TASK PROMPT — Copy each line of the entries that contains the word "Calle".

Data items
»»
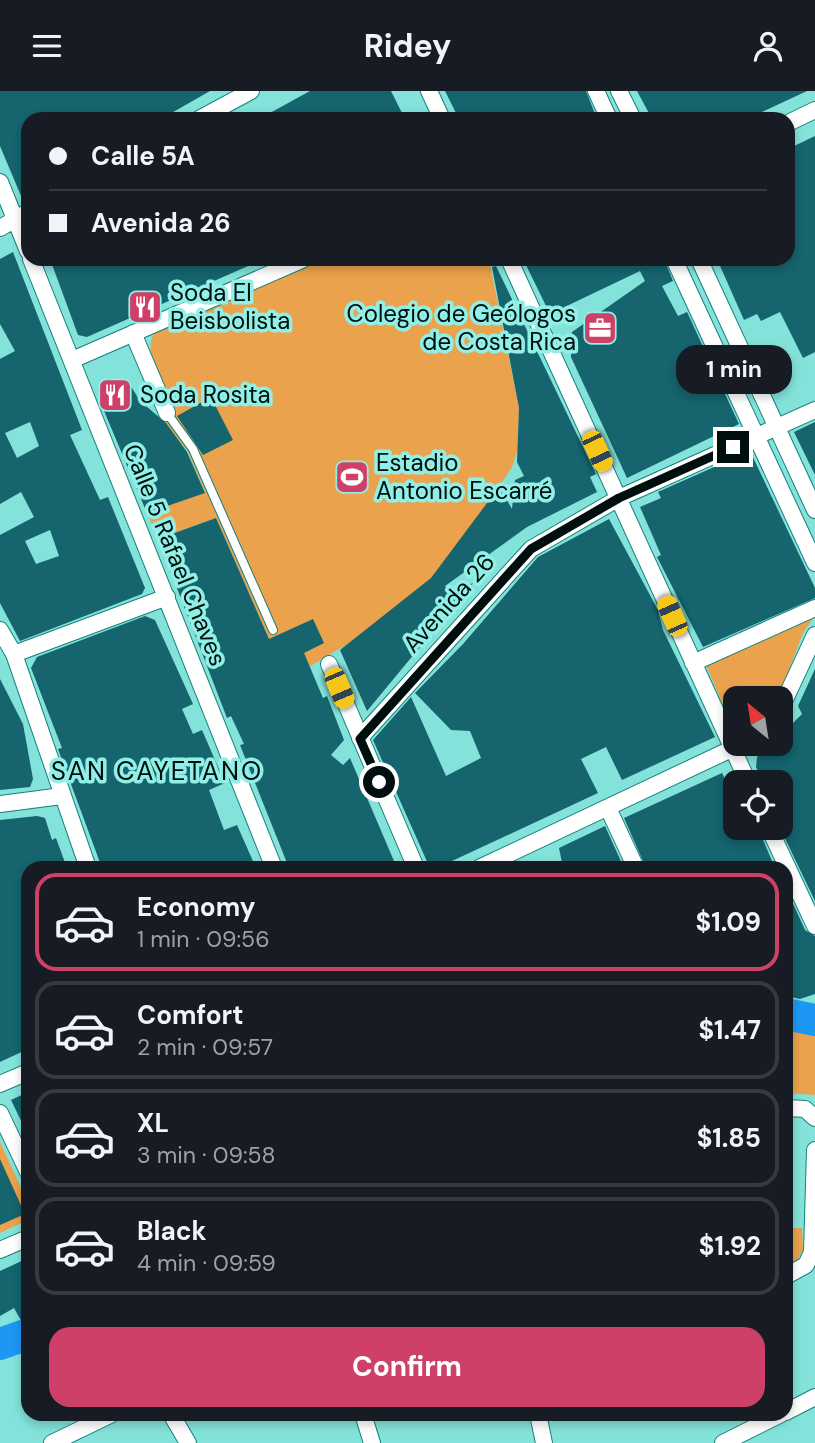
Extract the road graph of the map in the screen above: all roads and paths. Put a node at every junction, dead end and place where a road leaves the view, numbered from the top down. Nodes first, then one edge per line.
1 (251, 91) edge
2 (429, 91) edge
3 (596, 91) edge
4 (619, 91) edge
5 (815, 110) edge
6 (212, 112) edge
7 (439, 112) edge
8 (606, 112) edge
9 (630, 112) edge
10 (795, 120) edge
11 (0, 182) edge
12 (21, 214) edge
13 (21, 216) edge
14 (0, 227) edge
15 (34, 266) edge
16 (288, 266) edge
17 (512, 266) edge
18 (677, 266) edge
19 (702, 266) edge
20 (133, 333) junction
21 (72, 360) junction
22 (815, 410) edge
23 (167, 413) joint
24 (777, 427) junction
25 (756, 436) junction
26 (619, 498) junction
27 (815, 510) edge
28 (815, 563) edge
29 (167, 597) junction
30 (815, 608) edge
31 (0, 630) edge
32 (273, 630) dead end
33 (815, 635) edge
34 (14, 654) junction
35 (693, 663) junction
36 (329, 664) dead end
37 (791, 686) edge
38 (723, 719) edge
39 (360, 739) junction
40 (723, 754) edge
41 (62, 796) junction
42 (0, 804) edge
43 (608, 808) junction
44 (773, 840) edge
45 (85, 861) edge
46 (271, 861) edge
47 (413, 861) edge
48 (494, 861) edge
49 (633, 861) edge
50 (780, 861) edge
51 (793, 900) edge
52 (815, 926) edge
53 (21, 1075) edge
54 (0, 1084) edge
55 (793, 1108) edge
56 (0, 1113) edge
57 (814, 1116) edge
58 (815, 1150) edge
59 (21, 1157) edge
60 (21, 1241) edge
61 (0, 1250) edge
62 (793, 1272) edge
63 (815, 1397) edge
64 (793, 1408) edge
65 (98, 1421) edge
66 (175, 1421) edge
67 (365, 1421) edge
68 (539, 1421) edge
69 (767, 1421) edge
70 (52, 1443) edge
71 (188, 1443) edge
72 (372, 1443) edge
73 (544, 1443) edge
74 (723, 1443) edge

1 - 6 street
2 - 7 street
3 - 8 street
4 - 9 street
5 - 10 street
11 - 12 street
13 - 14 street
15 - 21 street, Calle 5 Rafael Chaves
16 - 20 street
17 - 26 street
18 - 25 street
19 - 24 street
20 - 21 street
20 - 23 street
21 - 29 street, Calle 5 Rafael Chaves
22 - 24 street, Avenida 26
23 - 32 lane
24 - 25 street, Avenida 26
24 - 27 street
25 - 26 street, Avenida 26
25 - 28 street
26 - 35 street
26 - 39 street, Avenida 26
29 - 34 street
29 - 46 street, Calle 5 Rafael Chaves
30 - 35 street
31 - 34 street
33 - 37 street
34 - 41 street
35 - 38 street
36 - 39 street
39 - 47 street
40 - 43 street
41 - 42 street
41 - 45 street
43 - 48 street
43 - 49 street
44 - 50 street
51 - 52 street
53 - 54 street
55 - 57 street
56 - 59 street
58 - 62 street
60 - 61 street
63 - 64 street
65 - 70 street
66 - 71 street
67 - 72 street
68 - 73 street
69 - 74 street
««
TASK RESULT —
15 - 21 street, Calle 5 Rafael Chaves
21 - 29 street, Calle 5 Rafael Chaves
29 - 46 street, Calle 5 Rafael Chaves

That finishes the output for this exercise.